Task details: Repeat verbatim what the listing holds, but not its pictures.

========================

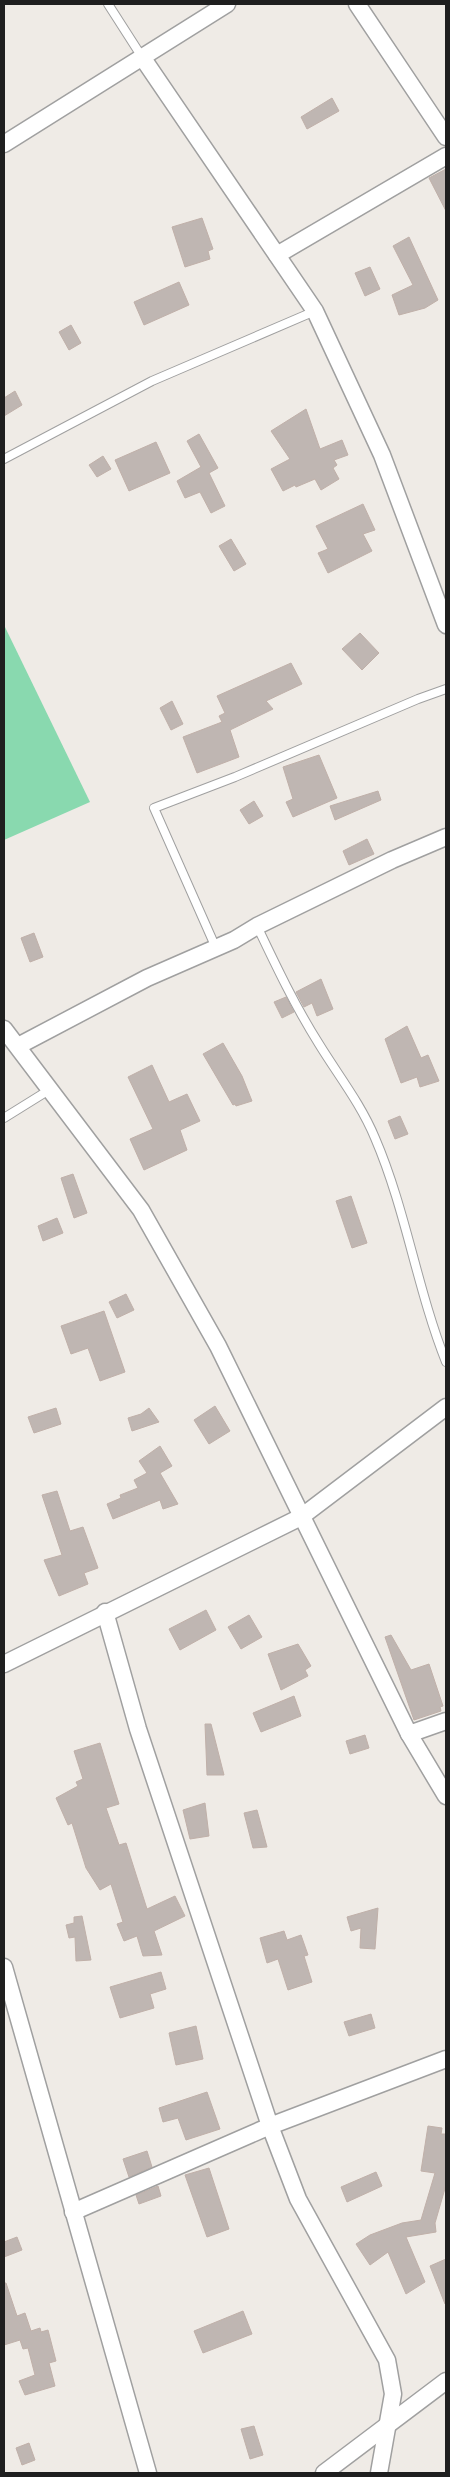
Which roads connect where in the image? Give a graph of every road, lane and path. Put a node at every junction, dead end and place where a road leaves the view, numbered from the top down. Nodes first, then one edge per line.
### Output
1 (108, 4) edge
2 (227, 4) edge
3 (357, 4) edge
4 (142, 57) junction
5 (446, 137) edge
6 (4, 144) edge
7 (446, 156) edge
8 (277, 255) junction
9 (315, 311) junction
10 (4, 459) edge
11 (446, 625) edge
12 (446, 689) edge
13 (446, 837) edge
14 (258, 926) junction
15 (216, 948) junction
16 (4, 1030) edge
17 (18, 1046) junction
18 (49, 1090) junction
19 (4, 1118) edge
20 (446, 1362) edge
21 (446, 1407) edge
22 (301, 1517) junction
23 (105, 1612) junction
24 (4, 1664) edge
25 (446, 1721) edge
26 (409, 1734) junction
27 (446, 1796) edge
28 (4, 1967) edge
29 (446, 2059) edge
30 (270, 2126) junction
31 (73, 2212) junction
32 (446, 2381) edge
33 (389, 2426) junction
34 (148, 2473) edge
35 (324, 2473) edge
36 (379, 2473) edge

1 - 4 lane
2 - 4 street
3 - 5 street
4 - 6 street
4 - 8 street
7 - 8 street
8 - 9 street
9 - 10 lane
9 - 11 street
12 - 15 lane
13 - 14 street
14 - 15 street
14 - 20 lane
15 - 17 street
16 - 17 street
17 - 18 street
18 - 19 lane
18 - 22 street
21 - 22 street
22 - 23 street
22 - 26 street
23 - 24 street
23 - 30 street
25 - 26 street
26 - 27 street
28 - 31 street
29 - 30 street
30 - 31 street
30 - 33 street
31 - 34 street
32 - 33 street
33 - 35 street
33 - 36 street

========================

Expected answer:
Which roads connect where in the image? Give a graph of every road, lane and path. Put a node at every junction, dead end and place where a road leaves the view, numbered from the top down. Nodes first, then one edge per line.
### Output
1 (108, 4) edge
2 (227, 4) edge
3 (357, 4) edge
4 (142, 57) junction
5 (446, 137) edge
6 (4, 144) edge
7 (446, 156) edge
8 (277, 255) junction
9 (315, 311) junction
10 (4, 459) edge
11 (446, 625) edge
12 (446, 689) edge
13 (446, 837) edge
14 (258, 926) junction
15 (216, 948) junction
16 (4, 1030) edge
17 (18, 1046) junction
18 (49, 1090) junction
19 (4, 1118) edge
20 (446, 1362) edge
21 (446, 1407) edge
22 (301, 1517) junction
23 (105, 1612) junction
24 (4, 1664) edge
25 (446, 1721) edge
26 (409, 1734) junction
27 (446, 1796) edge
28 (4, 1967) edge
29 (446, 2059) edge
30 (270, 2126) junction
31 (73, 2212) junction
32 (446, 2381) edge
33 (389, 2426) junction
34 (148, 2473) edge
35 (324, 2473) edge
36 (379, 2473) edge

1 - 4 lane
2 - 4 street
3 - 5 street
4 - 6 street
4 - 8 street
7 - 8 street
8 - 9 street
9 - 10 lane
9 - 11 street
12 - 15 lane
13 - 14 street
14 - 15 street
14 - 20 lane
15 - 17 street
16 - 17 street
17 - 18 street
18 - 19 lane
18 - 22 street
21 - 22 street
22 - 23 street
22 - 26 street
23 - 24 street
23 - 30 street
25 - 26 street
26 - 27 street
28 - 31 street
29 - 30 street
30 - 31 street
30 - 33 street
31 - 34 street
32 - 33 street
33 - 35 street
33 - 36 street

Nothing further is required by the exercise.